- Data provided:
Content starts

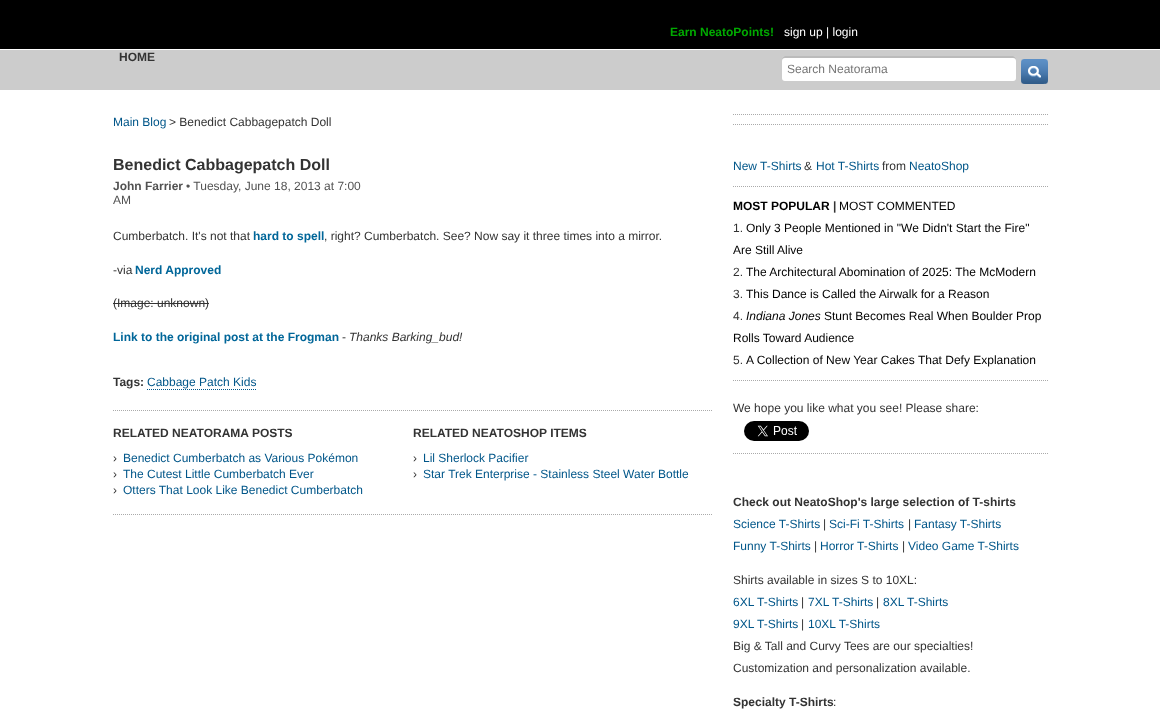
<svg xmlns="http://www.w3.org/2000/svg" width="1160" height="713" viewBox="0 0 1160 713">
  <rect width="100%" height="100%" fill="#fff"/>
  <path d="M0 0h1160v49H0z" fill="#000"/>
  <path d="M0 50h1160v40H0z" fill="#ccc"/>
  <rect x="782" y="56" width="234" height="25" rx="3" fill="#fff"/>
  <path d="M785 58H1013C1015 58 1016 59 1016 61V59C1016 57 1015 56 1013 56H785C783 56 782 57 782 59V61C782 59 783 58 785 58Z" fill="#bbb"/>
  <image x="1021" y="59" width="27" height="25" href="img/1.png"/>
  <path d="M113 303h96v1H113z" fill="#333"/>
  <path d="M147 389.5H256" fill="none" stroke="#005689" stroke-dasharray="1 1"/>
  <path d="M113 410.5H713" fill="none" stroke="#aaa" stroke-dasharray="1 1"/>
  <path d="M113 514.5H713" fill="none" stroke="#aaa" stroke-dasharray="1 1"/>
  <path d="M733 114.5H1048" fill="none" stroke="#aaa" stroke-dasharray="1 1"/>
  <path d="M733 124.5H1048" fill="none" stroke="#aaa" stroke-dasharray="1 1"/>
  <path d="M733 186.5H1048" fill="none" stroke="#aaa" stroke-dasharray="1 1"/>
  <path d="M733 380.5H1048" fill="none" stroke="#aaa" stroke-dasharray="1 1"/>
  <image x="744" y="421" width="65" height="20" href="img/2.png"/>
  <path d="M733 453.5H1048" fill="none" stroke="#aaa" stroke-dasharray="1 1"/>
  <text x="670" y="36" font-family="Liberation Sans" font-size="12" font-weight="bold" fill="#0a0">Earn NeatoPoints!</text>
  <text x="784" y="36" font-family="Liberation Sans" font-size="12" fill="#fff">sign up | login</text>
  <text x="119" y="61" font-family="Liberation Sans" font-size="12" font-weight="bold" fill="#333">HOME</text>
  <text x="787" y="73" font-family="Liberation Sans" font-size="12" fill="#757575">Search Neatorama</text>
  <text x="113" y="126" font-family="Liberation Sans" font-size="12" fill="#005689">Main Blog</text>
  <text x="169" y="126" font-family="Liberation Sans" font-size="12" fill="#333">&gt; Benedict Cabbagepatch Doll</text>
  <text x="113" y="170" font-family="Liberation Sans" font-size="16" font-weight="bold" fill="#333">Benedict Cabbagepatch Doll</text>
  <text x="113" y="190" font-family="Liberation Sans" font-size="12" font-weight="bold" fill="#525252">John Farrier</text>
  <g font-family="Liberation Sans" font-size="12" fill="#525252">
    <text x="186" y="190">• Tuesday, June 18, 2013 at 7:00</text>
    <text x="113" y="204">AM</text>
  </g>
  <text x="113" y="240" font-family="Liberation Sans" font-size="12" fill="#333">Cumberbatch. It's not that</text>
  <text x="253" y="240" font-family="Liberation Sans" font-size="12" font-weight="bold" fill="#069">hard to spell</text>
  <g font-family="Liberation Sans" font-size="12" fill="#333">
    <text x="324" y="240">, right? Cumberbatch. See? Now say it three times into a mirror.</text>
    <text x="113" y="274">-via</text>
  </g>
  <text x="135" y="274" font-family="Liberation Sans" font-size="12" font-weight="bold" fill="#069">Nerd Approved</text>
  <text x="113" y="307" font-family="Liberation Sans" font-size="12" fill="#333">(Image: unknown)</text>
  <text x="113" y="341" font-family="Liberation Sans" font-size="12" font-weight="bold" fill="#069">Link to the original post at the Frogman</text>
  <text x="342" y="341" font-family="Liberation Sans" font-size="12" fill="#333">-</text>
  <text x="349" y="341" font-family="Liberation Sans" font-size="12" font-style="italic" fill="#333">Thanks Barking_bud!</text>
  <text x="113" y="386" font-family="Liberation Sans" font-size="12" font-weight="bold" fill="#333">Tags:</text>
  <text x="147" y="386" font-family="Liberation Sans" font-size="12" fill="#005689">Cabbage Patch Kids</text>
  <text x="113" y="437" font-family="Liberation Sans" font-size="12" font-weight="bold" fill="#333">RELATED NEATORAMA POSTS</text>
  <text x="113" y="462" font-family="Liberation Sans" font-size="12" fill="#333">›</text>
  <text x="123" y="462" font-family="Liberation Sans" font-size="12" fill="#005689">Benedict Cumberbatch as Various Pokémon</text>
  <text x="113" y="478" font-family="Liberation Sans" font-size="12" fill="#333">›</text>
  <text x="123" y="478" font-family="Liberation Sans" font-size="12" fill="#005689">The Cutest Little Cumberbatch Ever</text>
  <text x="113" y="494" font-family="Liberation Sans" font-size="12" fill="#333">›</text>
  <text x="123" y="494" font-family="Liberation Sans" font-size="12" fill="#005689">Otters That Look Like Benedict Cumberbatch</text>
  <text x="413" y="437" font-family="Liberation Sans" font-size="12" font-weight="bold" fill="#333">RELATED NEATOSHOP ITEMS</text>
  <text x="413" y="462" font-family="Liberation Sans" font-size="12" fill="#333">›</text>
  <text x="423" y="462" font-family="Liberation Sans" font-size="12" fill="#005689">Lil Sherlock Pacifier</text>
  <text x="413" y="478" font-family="Liberation Sans" font-size="12" fill="#333">›</text>
  <g font-family="Liberation Sans" font-size="12" fill="#005689">
    <text x="423" y="478">Star Trek Enterprise - Stainless Steel Water Bottle</text>
    <text x="733" y="170">New T-Shirts</text>
  </g>
  <text x="804" y="170" font-family="Liberation Sans" font-size="12" fill="#333">&amp;</text>
  <text x="816" y="170" font-family="Liberation Sans" font-size="12" fill="#005689">Hot T-Shirts</text>
  <text x="882" y="170" font-family="Liberation Sans" font-size="12" fill="#333">from</text>
  <text x="909" y="170" font-family="Liberation Sans" font-size="12" fill="#005689">NeatoShop</text>
  <text x="733" y="210" font-family="Liberation Sans" font-size="12" font-weight="bold" fill="#000">MOST POPULAR</text>
  <text x="833" y="210" font-family="Liberation Sans" font-size="12" font-weight="bold" fill="#333">|</text>
  <text x="839" y="210" font-family="Liberation Sans" font-size="12" fill="#000">MOST COMMENTED</text>
  <text x="733" y="232" font-family="Liberation Sans" font-size="12" fill="#333">1.</text>
  <g font-family="Liberation Sans" font-size="12" fill="#000">
    <text x="746" y="232">Only 3 People Mentioned in "We Didn't Start the Fire"</text>
    <text x="733" y="254">Are Still Alive</text>
  </g>
  <text x="733" y="276" font-family="Liberation Sans" font-size="12" fill="#333">2.</text>
  <text x="746" y="276" font-family="Liberation Sans" font-size="12" fill="#000">The Architectural Abomination of 2025: The McModern</text>
  <text x="733" y="298" font-family="Liberation Sans" font-size="12" fill="#333">3.</text>
  <text x="746" y="298" font-family="Liberation Sans" font-size="12" fill="#000">This Dance is Called the Airwalk for a Reason</text>
  <text x="733" y="320" font-family="Liberation Sans" font-size="12" fill="#333">4.</text>
  <text x="746" y="320" font-family="Liberation Sans" font-size="12" font-style="italic" fill="#000">Indiana Jones</text>
  <g font-family="Liberation Sans" font-size="12" fill="#000">
    <text x="824" y="320">Stunt Becomes Real When Boulder Prop</text>
    <text x="733" y="342">Rolls Toward Audience</text>
  </g>
  <text x="733" y="364" font-family="Liberation Sans" font-size="12" fill="#333">5.</text>
  <text x="746" y="364" font-family="Liberation Sans" font-size="12" fill="#000">A Collection of New Year Cakes That Defy Explanation</text>
  <text x="733" y="412" font-family="Liberation Sans" font-size="12" fill="#333">We hope you like what you see! Please share:</text>
  <text x="733" y="506" font-family="Liberation Sans" font-size="12" font-weight="bold" fill="#333">Check out NeatoShop's large selection of T-shirts</text>
  <text x="733" y="528" font-family="Liberation Sans" font-size="12" fill="#005689">Science T-Shirts</text>
  <text x="823" y="528" font-family="Liberation Sans" font-size="12" fill="#333">|</text>
  <text x="829" y="528" font-family="Liberation Sans" font-size="12" fill="#005689">Sci-Fi T-Shirts</text>
  <text x="908" y="528" font-family="Liberation Sans" font-size="12" fill="#333">|</text>
  <g font-family="Liberation Sans" font-size="12" fill="#005689">
    <text x="914" y="528">Fantasy T-Shirts</text>
    <text x="733" y="550">Funny T-Shirts</text>
  </g>
  <text x="814" y="550" font-family="Liberation Sans" font-size="12" fill="#333">|</text>
  <text x="820" y="550" font-family="Liberation Sans" font-size="12" fill="#005689">Horror T-Shirts</text>
  <text x="902" y="550" font-family="Liberation Sans" font-size="12" fill="#333">|</text>
  <text x="908" y="550" font-family="Liberation Sans" font-size="12" fill="#005689">Video Game T-Shirts</text>
  <text x="733" y="584" font-family="Liberation Sans" font-size="12" fill="#333">Shirts available in sizes S to 10XL:</text>
  <text x="733" y="606" font-family="Liberation Sans" font-size="12" fill="#005689">6XL T-Shirts</text>
  <text x="801" y="606" font-family="Liberation Sans" font-size="12" fill="#333">|</text>
  <text x="808" y="606" font-family="Liberation Sans" font-size="12" fill="#005689">7XL T-Shirts</text>
  <text x="876" y="606" font-family="Liberation Sans" font-size="12" fill="#333">|</text>
  <g font-family="Liberation Sans" font-size="12" fill="#005689">
    <text x="883" y="606">8XL T-Shirts</text>
    <text x="733" y="628">9XL T-Shirts</text>
  </g>
  <text x="801" y="628" font-family="Liberation Sans" font-size="12" fill="#333">|</text>
  <text x="808" y="628" font-family="Liberation Sans" font-size="12" fill="#005689">10XL T-Shirts</text>
  <g font-family="Liberation Sans" font-size="12" fill="#333">
    <text x="733" y="650">Big &amp; Tall and Curvy Tees are our specialties!</text>
    <text x="733" y="672">Customization and personalization available.</text>
  </g>
  <text x="733" y="706" font-family="Liberation Sans" font-size="12" font-weight="bold" fill="#333">Specialty T-Shirts</text>
  <text x="833" y="706" font-family="Liberation Sans" font-size="12" fill="#333">:</text>
</svg>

Content ends

- Your goal: Across the records above, return every line that contains the word "Cabbagepatch".

- Answer for this exercise:
  <text x="169" y="126" font-family="Liberation Sans" font-size="12" fill="#333">&gt; Benedict Cabbagepatch Doll</text>
  <text x="113" y="170" font-family="Liberation Sans" font-size="16" font-weight="bold" fill="#333">Benedict Cabbagepatch Doll</text>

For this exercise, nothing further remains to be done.